RAPID: Groundwater resilience to hydrologic extremes and climate variability: The case of Hurricane Dorian

Project Details


The impact of Hurricane Dorian (September 2019) was catastrophic, especially in Grand Bahama, where the hurricane generated a storm surge that drove extensive flooding and saltwater contamination of the groundwater resources of the island. Groundwater, in the form of freshwater lenses (FWLs), is the sole source of drinking water on the island. It is unclear how quickly FWLs recover from saltwater contamination, and how that recovery is driven by the intensity, duration, and frequency of precipitation during the wet season and the characteristics of groundwater aquifers. The overarching goal of this study is to understand how the rate of recovery of FWLs that have been impacted by storm-induced salinization is connected to climatological characteristics (intensity, duration and frequency of precipitation) and how future FWL recovery will be affected by elevated sea level and extended periods of drought induced by climate change, as well as the human response to these events, such as excessive pumping activity. The study will provide opportunities for training and international research experiences for undergraduate and graduate students, as well as engagement with stakeholders in the region impacted by saltwater intrusion.

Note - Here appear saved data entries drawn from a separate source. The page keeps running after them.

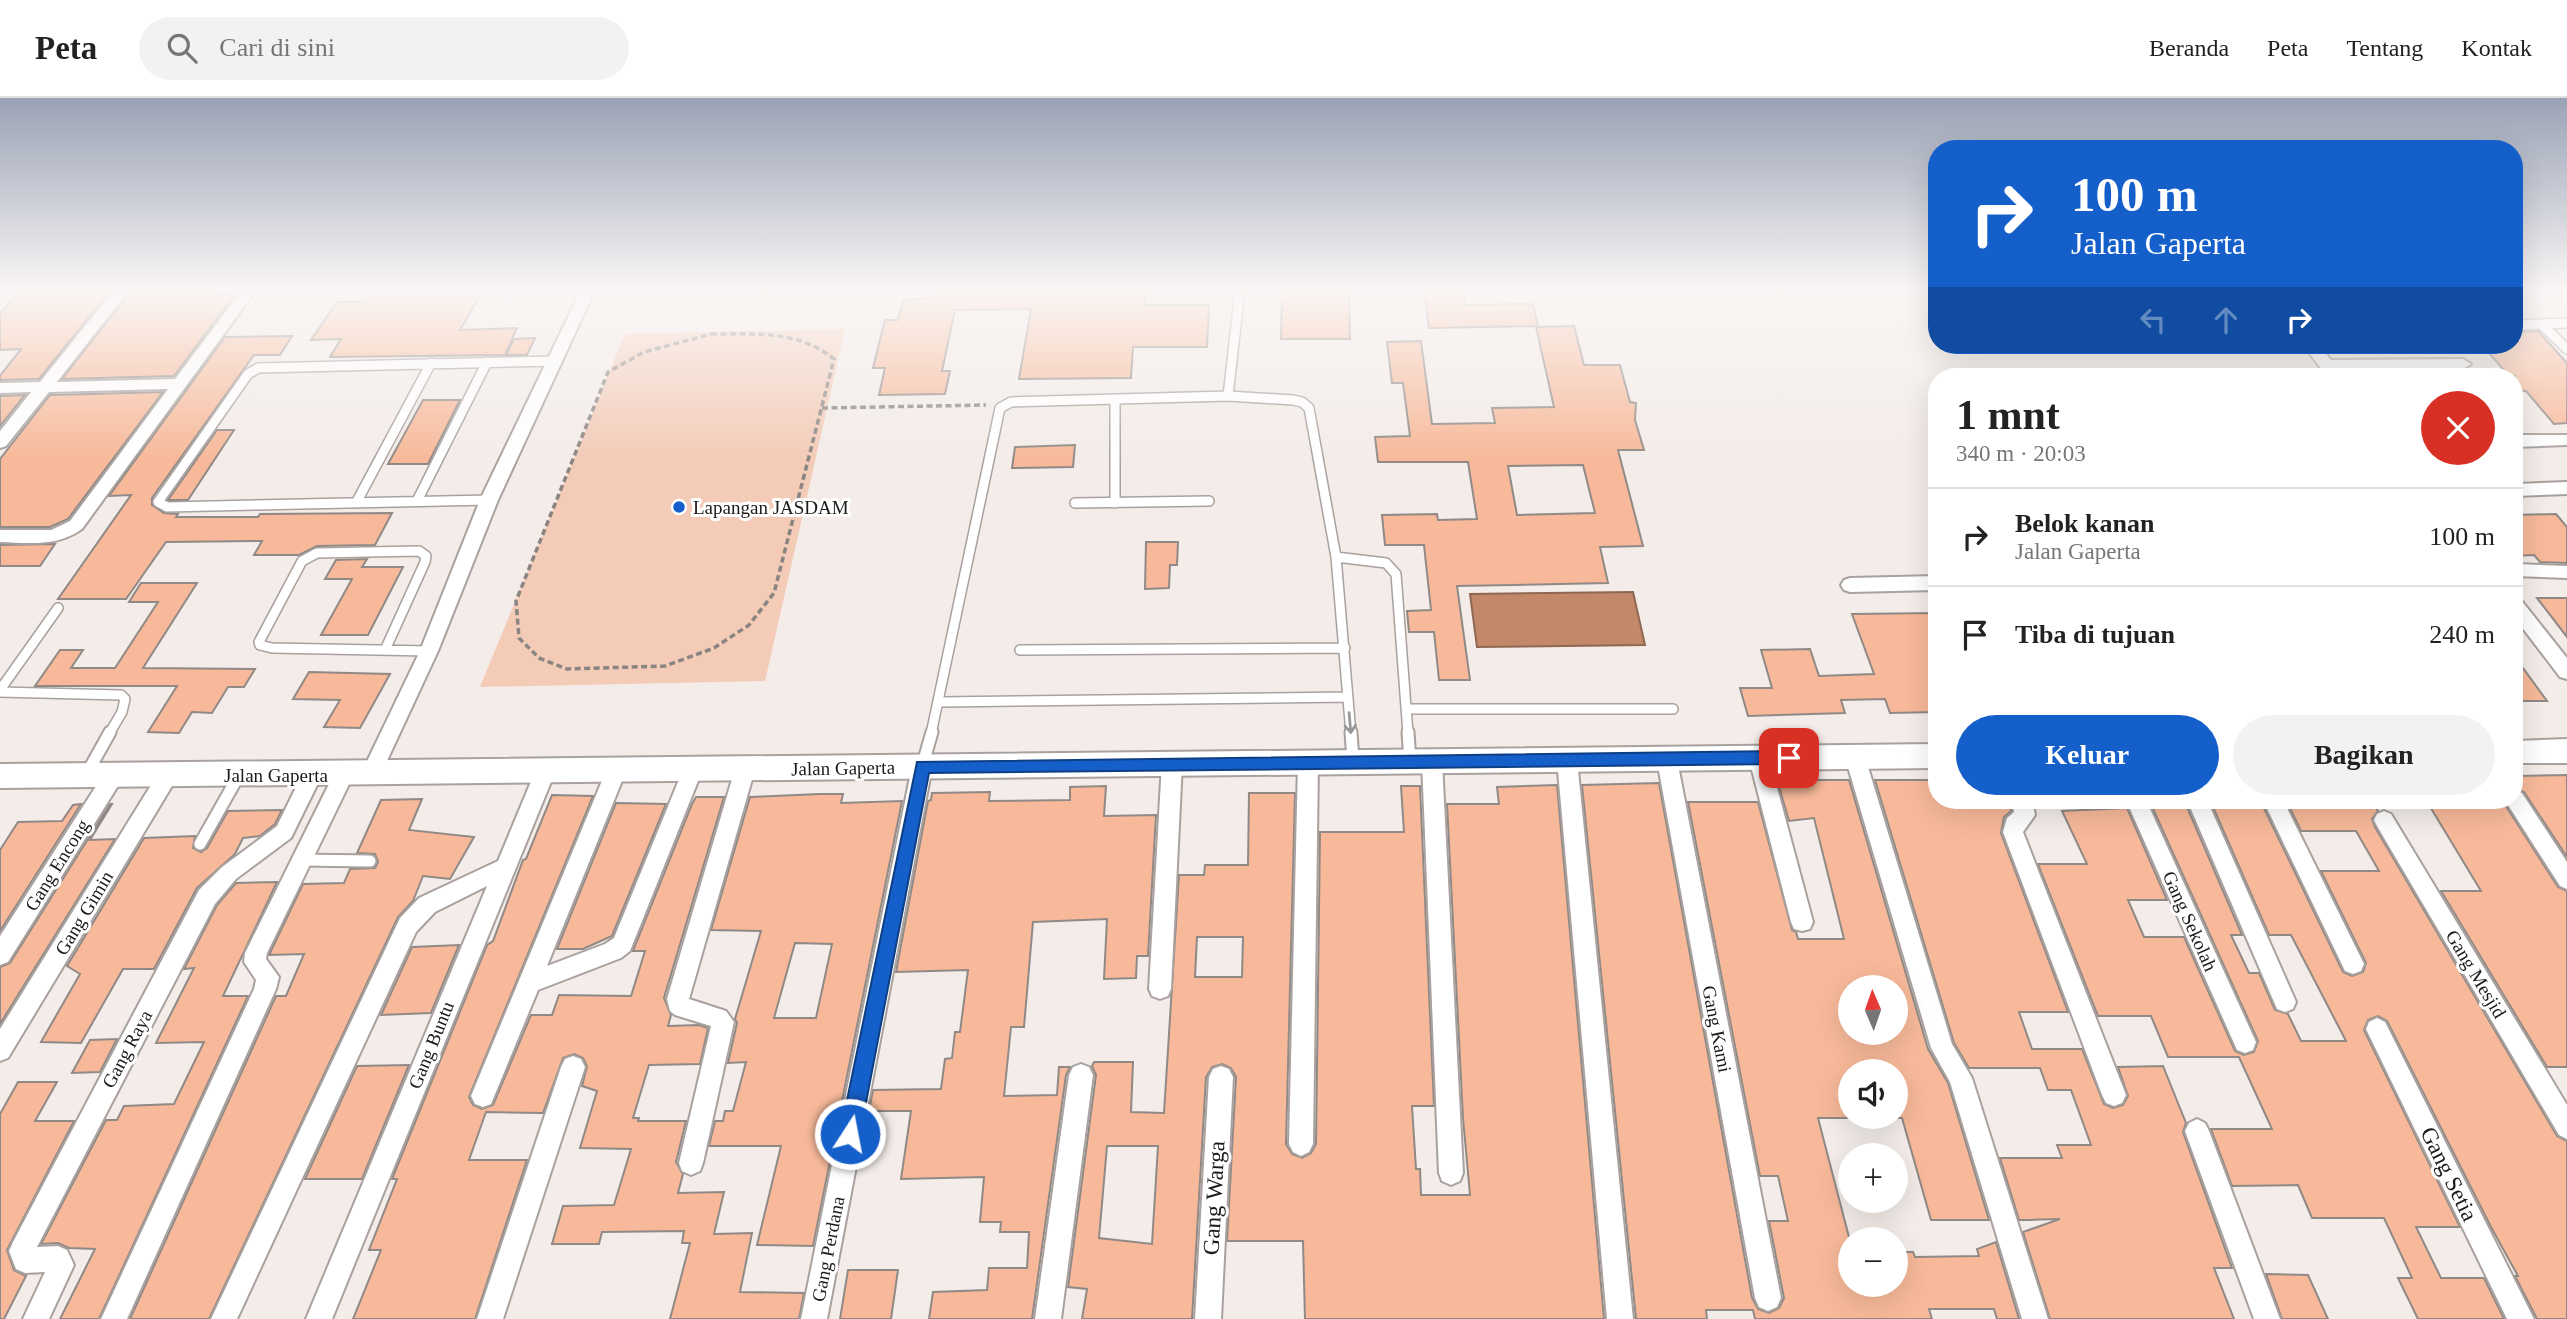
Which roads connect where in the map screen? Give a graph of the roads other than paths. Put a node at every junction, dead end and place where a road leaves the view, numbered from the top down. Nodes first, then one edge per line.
1 (77, 347) edge
2 (207, 347) edge
3 (562, 347) edge
4 (1234, 347) edge
5 (2318, 354) edge
6 (555, 361) junction
7 (487, 362) junction
8 (431, 363) junction
9 (2463, 364) dead end
10 (2329, 368) edge
11 (2388, 368) edge
12 (179, 384) junction
13 (0, 388) edge
14 (44, 388) junction
15 (1228, 396) junction
16 (1115, 399) junction
17 (2567, 440) edge
18 (2523, 441) edge
19 (0, 442) edge
20 (2567, 488) edge
21 (2523, 490) edge
22 (489, 500) junction
23 (417, 501) junction
24 (1209, 501) dead end
25 (356, 503) junction
26 (1075, 503) dead end
27 (1115, 503) junction
28 (0, 536) edge
29 (1336, 557) junction
30 (2523, 570) edge
31 (2567, 572) edge
32 (1928, 583) edge
33 (1850, 585) dead end
34 (58, 608) dead end
35 (2523, 615) edge
36 (1345, 648) junction
37 (385, 650) junction
38 (1020, 650) dead end
39 (429, 651) junction
40 (2567, 672) edge
41 (0, 691) edge
42 (1348, 697) junction
43 (940, 702) junction
44 (1407, 709) junction
45 (1673, 709) dead end
46 (2567, 751) edge
47 (2523, 752) edge
48 (1928, 756) edge
49 (1855, 757) junction
50 (1759, 758) junction
51 (1567, 760) junction
52 (1667, 760) junction
53 (1353, 762) junction
54 (1421, 762) junction
55 (1172, 763) junction
56 (1308, 763) junction
57 (922, 767) junction
58 (745, 769) junction
59 (616, 771) junction
60 (692, 771) junction
61 (545, 772) junction
62 (357, 774) junction
63 (100, 775) junction
64 (168, 775) junction
65 (239, 775) junction
66 (312, 775) junction
67 (0, 776) edge
68 (2024, 809) edge
69 (2140, 809) edge
70 (2201, 809) edge
71 (2277, 809) edge
72 (2521, 809) edge
73 (2384, 820) dead end
74 (200, 845) dead end
75 (300, 860) junction
76 (370, 861) dead end
77 (504, 868) junction
78 (2567, 880) edge
79 (1802, 922) dead end
80 (0, 955) edge
81 (2353, 964) dead end
82 (529, 983) junction
83 (1160, 989) dead end
84 (2285, 1002) dead end
85 (2377, 1029) dead end
86 (2245, 1042) dead end
87 (0, 1050) edge
88 (573, 1067) dead end
89 (1081, 1075) dead end
90 (1221, 1077) dead end
91 (483, 1096) dead end
92 (2113, 1096) dead end
93 (2567, 1127) edge
94 (2197, 1131) dead end
95 (1301, 1144) dead end
96 (691, 1163) dead end
97 (1451, 1173) dead end
98 (1768, 1298) dead end
99 (36, 1319) edge
100 (114, 1319) edge
101 (224, 1319) edge
102 (319, 1319) edge
103 (490, 1319) edge
104 (814, 1319) edge
105 (1048, 1319) edge
106 (1208, 1319) edge
107 (1620, 1319) edge
108 (2035, 1319) edge
109 (2267, 1319) edge
110 (2521, 1319) edge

It is hypothesized that the rate of recovery of freshwater lenses (FWLs) impacted by storm-induced saltwater intrusion is primarily driven by climatic variability and climate change. This study will enable the collection of time-sensitive, perishable groundwater data pertaining to storm-induced saltwater intrusion on the island of Grand Bahama following Hurricane Dorian. These datasets will later be used to build a robust three-dimensional, density dependent model to simulate the saltwater intrusion process in the FWL system and accurately predict the seawater intrusion extent, its temporal dynamics and the flushing process, as well as the combined effect of climate stressors such as sea level rise and change in recharge. The ultimate goal is to develop a framework that combines seasonal forecasts of precipitation with state-of-the art numerical models to assess the impact of climatic variability and climate change on the rate of recovery of the FWLs. This project will provide training opportunities and international research experiences to students at Sacramento State, which is a Hispanic Serving Institution and an Asian American and Native American Pacific Islander Serving Institution, and at Florida Institute of Technology. The citizen science data collection initiative will provide opportunities to local high school students and students from University of the Bahamas to interact and participate in the generation of scientific knowledge. Local water management authorities will benefit from the generation of new data. Subsequent development of models based on these data will be available to the local authorities and will assist them in decision making and planning procedures.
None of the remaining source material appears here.